В его голосе звучала такая глубокая убежденность, что мы без малейших возражений пошли дальше. Кто-то из нас, не знаю, кто именно, даже попытался вернуть наше прежнее веселое расположение духа, прибегнув к тем магическим словам, которые до тех пор всегда производили на нас должное действие: «Бояться нечего, здесь прошел Наполеон!» Но на этот раз шутка не достигла цели: никто не рассмеялся в ответ и непривычная тишина, какой она была встречена, сделала ее более унылой, чем бывает жалоба.
Так, увлекаемые нашими мулами, мы шли около получаса, машинально переставляя ноги, по колени проваливаясь в снег; холодный пот заливал нам глаза.
— Дом! — вдруг вскричал де Сюсси.
— О!
Мы выпустили из рук хвосты мулов, удивляясь, что наши проводники ни словом не обмолвились об этой остановке на нашем пути.

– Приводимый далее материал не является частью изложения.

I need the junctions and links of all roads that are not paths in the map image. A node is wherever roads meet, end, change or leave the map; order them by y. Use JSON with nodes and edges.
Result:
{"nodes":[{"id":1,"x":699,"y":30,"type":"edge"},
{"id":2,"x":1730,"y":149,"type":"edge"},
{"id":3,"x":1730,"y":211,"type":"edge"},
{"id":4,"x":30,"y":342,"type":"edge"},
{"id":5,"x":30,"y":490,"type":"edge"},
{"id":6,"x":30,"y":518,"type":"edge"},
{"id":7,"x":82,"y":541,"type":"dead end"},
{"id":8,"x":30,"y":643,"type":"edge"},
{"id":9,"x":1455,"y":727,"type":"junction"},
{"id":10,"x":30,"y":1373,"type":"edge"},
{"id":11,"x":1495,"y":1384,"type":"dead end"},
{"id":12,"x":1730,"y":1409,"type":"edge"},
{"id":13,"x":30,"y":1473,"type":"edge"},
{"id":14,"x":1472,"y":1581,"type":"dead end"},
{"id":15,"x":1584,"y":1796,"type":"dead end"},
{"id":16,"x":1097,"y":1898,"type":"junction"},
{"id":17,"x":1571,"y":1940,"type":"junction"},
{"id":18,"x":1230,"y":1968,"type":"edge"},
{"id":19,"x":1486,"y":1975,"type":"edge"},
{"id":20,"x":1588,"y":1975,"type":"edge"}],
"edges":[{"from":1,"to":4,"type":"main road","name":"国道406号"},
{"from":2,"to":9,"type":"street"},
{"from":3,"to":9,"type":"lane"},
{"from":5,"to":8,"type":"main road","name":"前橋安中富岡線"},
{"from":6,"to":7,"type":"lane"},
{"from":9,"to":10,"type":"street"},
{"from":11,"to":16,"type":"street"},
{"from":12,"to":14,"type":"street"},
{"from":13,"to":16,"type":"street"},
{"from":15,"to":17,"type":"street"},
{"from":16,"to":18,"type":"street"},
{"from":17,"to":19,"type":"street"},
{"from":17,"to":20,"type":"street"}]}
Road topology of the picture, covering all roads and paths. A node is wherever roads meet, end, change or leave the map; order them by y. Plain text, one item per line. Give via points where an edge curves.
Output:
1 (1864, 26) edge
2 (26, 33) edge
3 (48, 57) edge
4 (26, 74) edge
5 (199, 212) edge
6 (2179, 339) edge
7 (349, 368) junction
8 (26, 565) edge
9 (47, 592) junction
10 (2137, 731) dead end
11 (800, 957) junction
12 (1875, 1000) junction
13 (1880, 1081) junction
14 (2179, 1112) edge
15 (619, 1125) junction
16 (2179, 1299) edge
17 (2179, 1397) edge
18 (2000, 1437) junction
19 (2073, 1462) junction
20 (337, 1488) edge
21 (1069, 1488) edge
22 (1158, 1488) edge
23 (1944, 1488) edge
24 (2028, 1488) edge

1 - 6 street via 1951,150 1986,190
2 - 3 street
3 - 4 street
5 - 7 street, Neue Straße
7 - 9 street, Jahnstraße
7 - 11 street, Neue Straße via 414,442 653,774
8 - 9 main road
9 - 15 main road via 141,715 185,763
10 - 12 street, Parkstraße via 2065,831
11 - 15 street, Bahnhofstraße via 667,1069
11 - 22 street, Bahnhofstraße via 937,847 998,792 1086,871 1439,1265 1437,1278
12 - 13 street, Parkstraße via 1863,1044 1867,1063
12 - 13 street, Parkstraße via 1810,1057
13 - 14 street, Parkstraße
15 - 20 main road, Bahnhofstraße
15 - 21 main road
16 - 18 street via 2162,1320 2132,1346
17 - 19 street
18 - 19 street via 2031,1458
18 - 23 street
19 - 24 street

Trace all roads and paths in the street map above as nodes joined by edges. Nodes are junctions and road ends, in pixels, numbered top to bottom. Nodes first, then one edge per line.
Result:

— Позвольте, — сказал старший проводник, — значит, вы не знаете, что это за дом?
— Будь это даже приют дьявола, мы войдем туда, раз там можно стряхнуть с одежды этот проклятый снег и ступить ногами на твердую землю.
Войти в этот дом было тем проще, что в нем не было ни дверей, ни ставней. Мы закричали, но никто нам не ответил.
— Да уж, кричите, кричите, — промолвил проводник, — и считайте, что вам повезет, если вы сможете разбудить тех, кто там спит!..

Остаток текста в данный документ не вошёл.